We got a tornado warning, and I’m too scared to open my windows. Don’t want any sharks in my house.
What
MURDERER: *while murdering me* I feel like you’re not taking this seriously.
ME: *eating a Belgian waffle* Wut?
Sunday Family Dinner:
Mother In Law: Isn’t that your third glass of wine?
Me: Isn’t that your third husband?
MIL:
M:
MIL:
M: Gravy?
I really haven’t been feeling well since last night..here’s me and the hubby’s convo..
H- you’d better get to a doctor
Me: It hasn’t even been a full day
H: what? It’s been two days
Me: how do you figure?
H: today and yesterday
Me:
Alligators can live up to 100 years, which is why there’s an increased chance that they will see you later.
Reasons I’m like Donald Duck:
1- Mainly white
2- Kinda fat
3- Rarely wears pants
4- Highly irritable
5- Hard to understand
6- Prisoner of the Disney Corporation
7- Genuinely confused if Goofy is a dog or what the hell
my therapist challenged me to get out of my comfort zone so i stopped watching tv in the living room and switched to the basement
*Movie’s 10 second sex scene begins
My dad who’s been missing for 12 years: hey whatcha watchin’
8yo: Geez Mom. Haven’t you ever heard of privacy?
Me: Not since you were born.
Having a personal trainer at the gym is like having that bully in school.

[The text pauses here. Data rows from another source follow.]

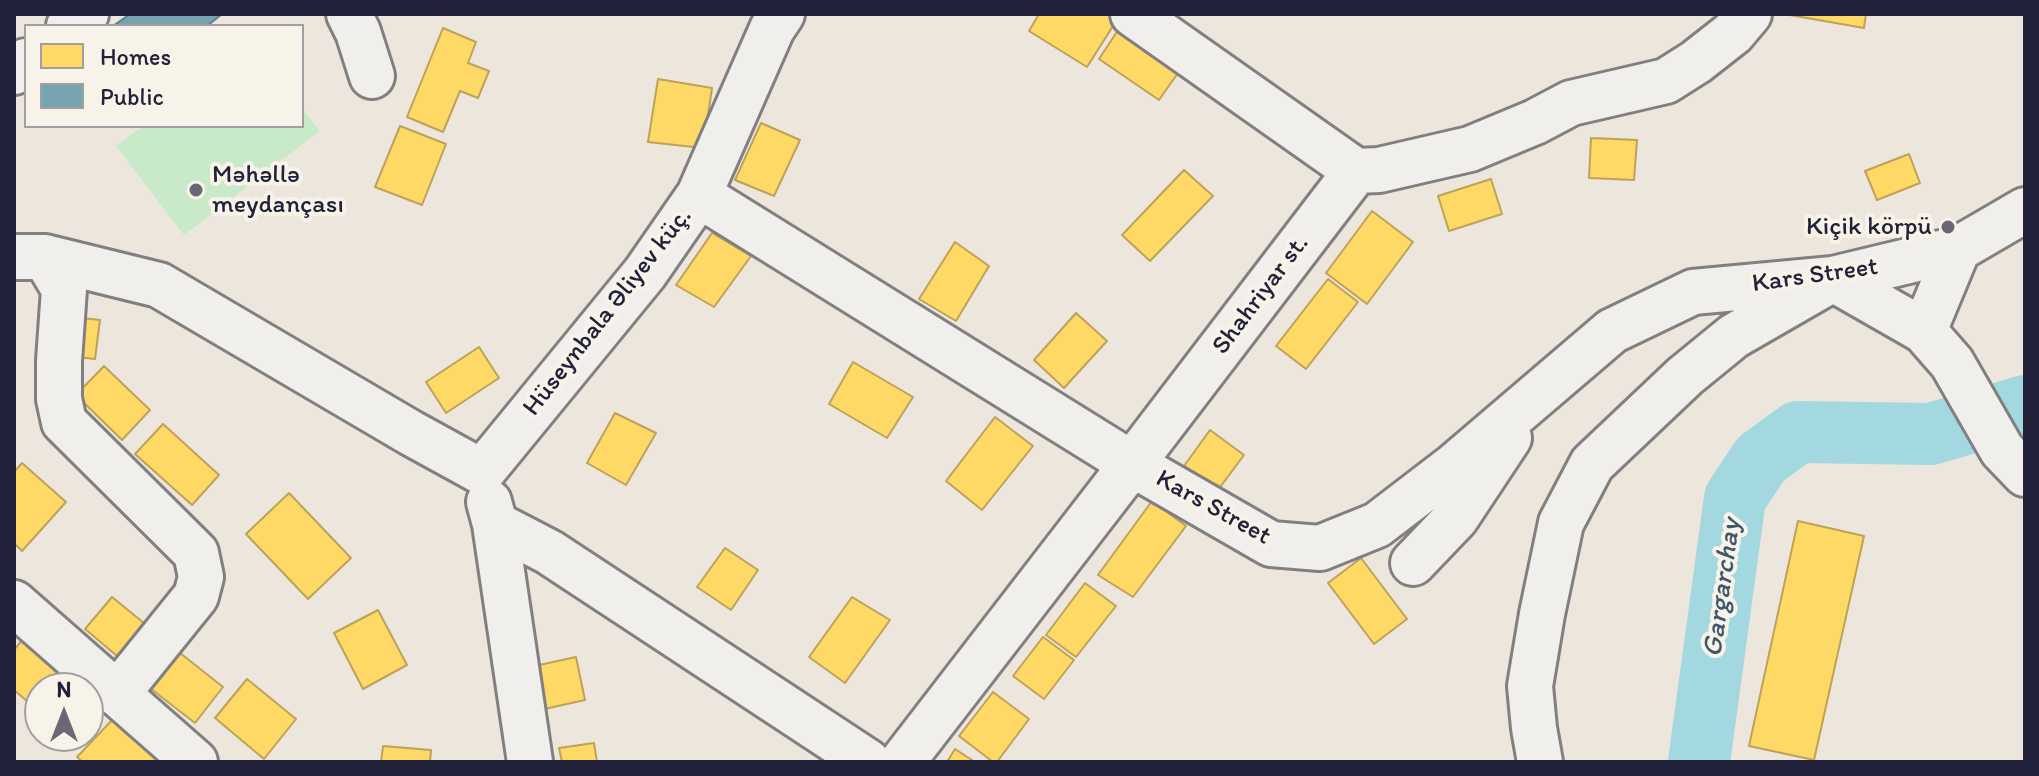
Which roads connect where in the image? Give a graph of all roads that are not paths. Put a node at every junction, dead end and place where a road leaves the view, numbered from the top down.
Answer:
1 (349, 14) edge
2 (782, 14) edge
3 (1133, 14) edge
4 (1749, 14) edge
5 (372, 76) dead end
6 (1356, 171) junction
7 (699, 195) junction
8 (2025, 210) edge
9 (1958, 249) junction
10 (30, 257) edge
11 (1833, 279) junction
12 (1924, 331) junction
13 (1539, 393) junction
14 (2013, 462) edge
15 (1132, 464) junction
16 (482, 472) junction
17 (495, 524) junction
18 (1413, 563) dead end
19 (14, 603) edge
20 (117, 694) junction
21 (195, 762) edge
22 (530, 762) edge
23 (868, 762) edge
24 (902, 762) edge
25 (1540, 762) edge

1 - 5 street
2 - 7 street, Hüseynbala Əliyev küç.
3 - 6 street
4 - 6 street
6 - 15 street, Shahriyar st.
7 - 15 street, Kars Street
7 - 16 street, Hüseynbala Əliyev küç.
8 - 9 street
9 - 11 street, Kars Street
9 - 12 street
10 - 16 street
10 - 20 street
11 - 12 street
11 - 13 street, Kars Street
11 - 25 street
12 - 14 street
13 - 15 street, Kars Street
13 - 18 street
15 - 24 street, Shahriyar st.
16 - 17 street
17 - 22 street
17 - 23 street
19 - 20 street
20 - 21 street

They still terrorize you, but now they make you do pistol squats before taking your lunch money.
*Password must be hard to guess*
New Password: H0neyWhatDoYouWantForDinner?
Just bought a telescope and the eldest asked if I’d be doing horoscopes.
Yes.
Leo: You will be written out of someone’s will.
Wife: “You talk like some poorly written science fiction novel. I’m leaving you.”
Me: “I swear by the 12 moons of Bumtar I can change!”
Waiter: how would you like your steak cooked
Me: preferably over some type of heat source
“Don’t kid yourself.”
—birth control advert
-hey don’t shoot me, i’m just the messenger!
-oh the letter says to shoot me? okay th-
ME: how much for the Oompa Loompas?
HER: what? they’re not for sale!
ME: this is preposterous
HER: no, this is a daycare
My neighborhood is having a meeting tonight about the crazy naked lady and I’m the only one not invited. Weird.
[phone]
Me: Oh wow I love your voice
Her: Thanks!
Me: And your accent is so cool, are you from the south?
Her: Good guess!
Me: Oh yeah I love it down there, the weather, the food!
Her: Me too! It’s the best!
Me: It really is
Her: Anyway what’s your emergency
Me: I’ve been stabbed
William Shakespeare never hugged or cuddled. Lovers called him the “No Holds Bard”.
You disagree with me and I bring out the spiked minion bat to put you in your place
Just call and I’ll be there.
*Turns phone off*
what idiot called it a best man instead of a lord of the rings
Daughter: Why don’t kids at school get my sarcastic humor?
Me: Because they have boring parents, darling.